The global online gaming sector has trebled since 2005, with an estimated 65 per cent of households owning a device for playing games. The growth in sophisticated graphics and higher processing has been a key benefactor of the industry, which in turn profits from the infrastructure, connectivity and storage provided by the data centre industry, as Greg McCulloch, CEO of Aegis Data comments:


The importance of the data centre in online gaming is only really felt when there is a crash. Last year both Sony and Microsoft experienced outages to their online gaming platforms which left millions of users unable to access online features. It is vital therefore, that the data centre, which typically sits at the back-end of these immersive experiences, are able to withstand massive fluctuations in power and usage. Spikes are naturally going to be experienced at the end of the day when kids are home from school and adults are back from work, or when a popular game series brings out its latest edition.

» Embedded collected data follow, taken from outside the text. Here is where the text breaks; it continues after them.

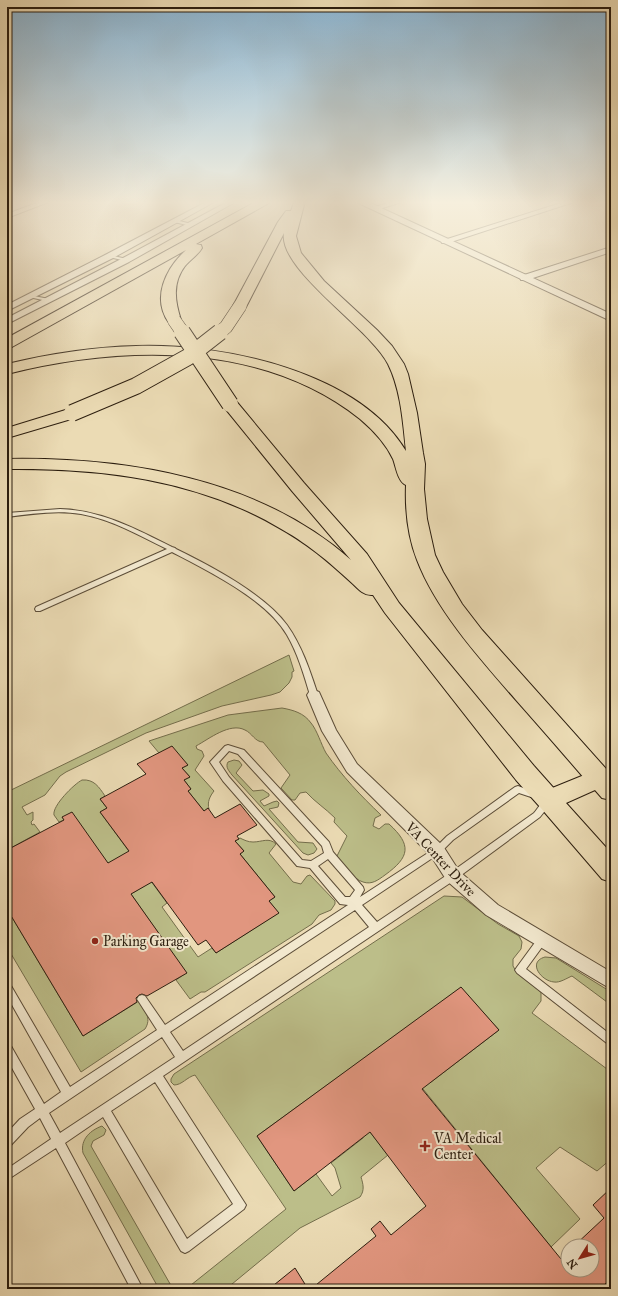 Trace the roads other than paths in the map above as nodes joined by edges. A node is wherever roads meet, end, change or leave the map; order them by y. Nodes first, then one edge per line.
1 (99, 261) edge
2 (123, 261) edge
3 (156, 261) edge
4 (182, 261) edge
5 (263, 261) edge
6 (300, 261) edge
7 (489, 261) edge
8 (513, 261) edge
9 (573, 261) edge
10 (538, 273) junction
11 (524, 278) junction
12 (560, 283) dead end
13 (31, 296) junction
14 (47, 300) junction
15 (7, 308) edge
16 (611, 318) edge
17 (7, 321) edge
18 (7, 344) edge
19 (7, 369) edge
20 (7, 433) edge
21 (7, 464) edge
22 (415, 493) junction
23 (7, 515) edge
24 (173, 549) junction
25 (38, 608) dead end
26 (392, 608) junction
27 (314, 694) joint
28 (605, 785) edge
29 (550, 800) junction
30 (437, 851) junction
31 (329, 854) junction
32 (312, 865) junction
33 (611, 871) edge
34 (453, 876) junction
35 (354, 903) junction
36 (376, 928) junction
37 (542, 940) junction
38 (611, 981) edge
39 (7, 987) edge
40 (142, 999) dead end
41 (164, 1032) junction
42 (611, 1041) edge
43 (7, 1050) edge
44 (182, 1058) junction
45 (156, 1075) junction
46 (68, 1094) junction
47 (105, 1110) junction
48 (42, 1111) junction
49 (7, 1141) edge
50 (57, 1141) junction
51 (7, 1175) edge
52 (137, 1289) edge

1 - 13 street
2 - 14 street
3 - 18 highway
4 - 26 highway, bridge
5 - 20 highway, bridge
6 - 22 highway
7 - 11 street
8 - 10 street
9 - 10 street
10 - 11 street
10 - 12 street
11 - 16 street
13 - 14 lane
13 - 15 street
14 - 17 street
19 - 22 highway
21 - 26 highway
22 - 28 highway
23 - 24 lane
24 - 25 lane
24 - 27 lane
26 - 29 highway
27 - 30 street, VA Center Drive
28 - 29 main road
29 - 30 lane
29 - 33 main road
29 - 34 lane
30 - 34 street, VA Center Drive
30 - 35 lane
31 - 32 lane
31 - 32 lane
31 - 35 lane
32 - 35 lane
34 - 36 lane
34 - 37 street, VA Center Drive
35 - 36 lane
35 - 41 lane
36 - 44 lane
37 - 38 street, VA Center Drive
37 - 42 lane
39 - 46 lane
40 - 41 lane
41 - 44 lane
41 - 46 lane
43 - 48 lane
44 - 45 lane
45 - 47 lane
45 - 47 lane
46 - 48 lane
47 - 50 lane
48 - 49 lane
48 - 50 lane
50 - 51 lane
50 - 52 lane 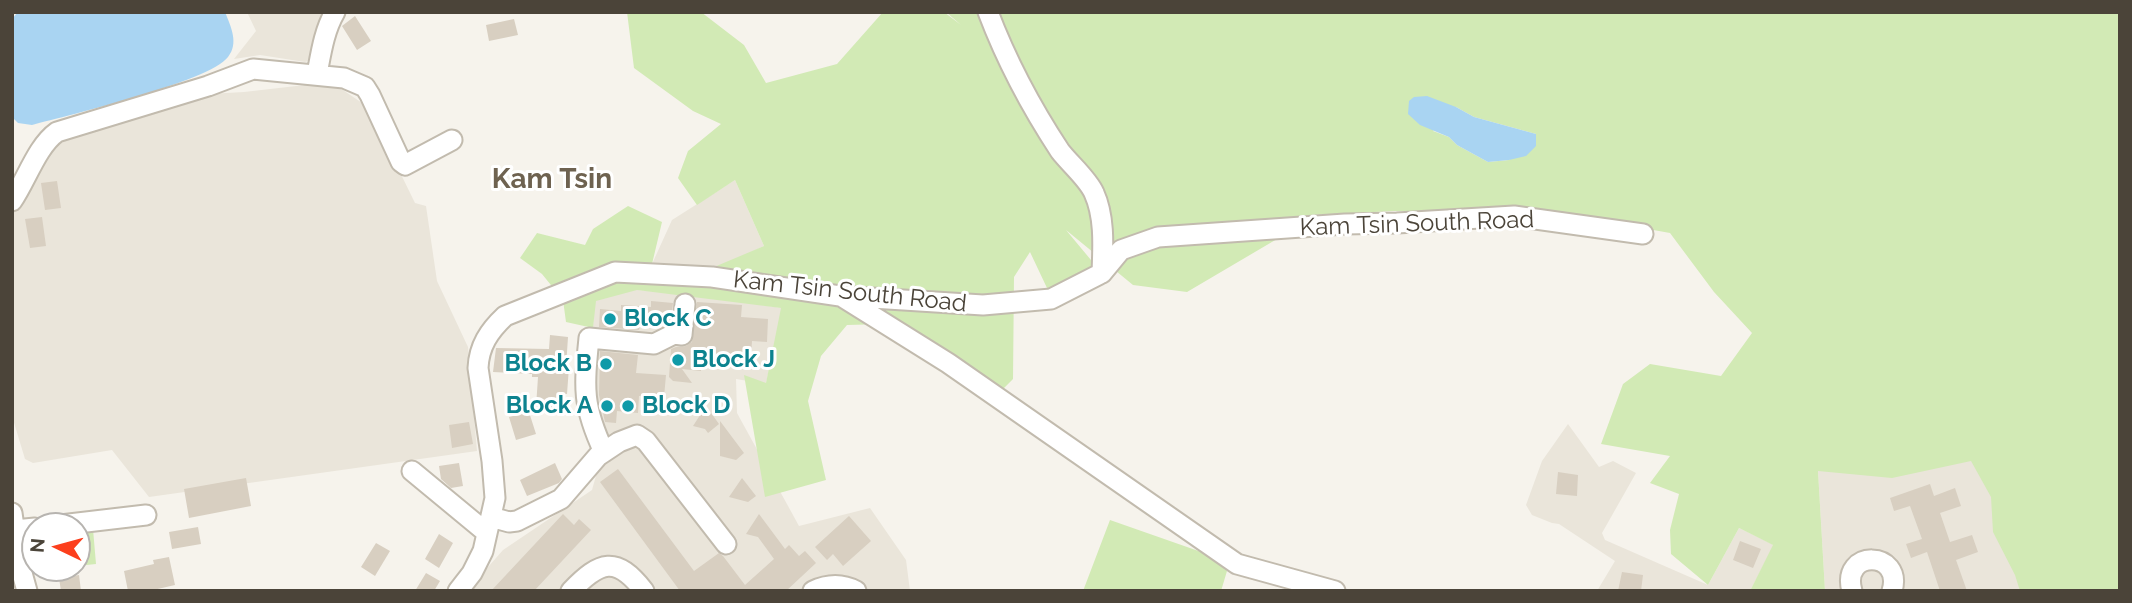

— Greg McCulloch, CEO of Aegis Data

By looking at examples such as mobile game Pokémon Go, it is easy to understand the importance of the data centre in providing consistent services. Delayed in the UK because the servers couldn’t handle the sudden surge in demand, users were left stranded as the rest of the world played on. This demonstrates the fundamental requirement of any data centre supporting online gaming features – the ability to cope with peaks and troughs in user demand.

“Data centres must be multifaceted in their services for online gamers. The growth in Massive Multiplayer Online (MMO) games, like World of Warcraft, take up huge services in the data centre and if that goes down then there are many disgruntled customers. The more resilient a data centre, the better,” continued McCulloch.

It’s not only a resilience and processing power that data centres need to have to be able to service the gaming industry. Cyber security is also essential with thousands of users’ credit card details being held on servers. In 2011 Sony’s PlayStation Network was hacked, exposing the personal information of 77 million user accounts.

“By combining security, resilience and the power and cooling capabilities to withstand the launch of the year’s must have game, or the expansion of a popular series, data centres providers are ideally placed to provide invaluable services to gaming providers,” concluded McCulloch.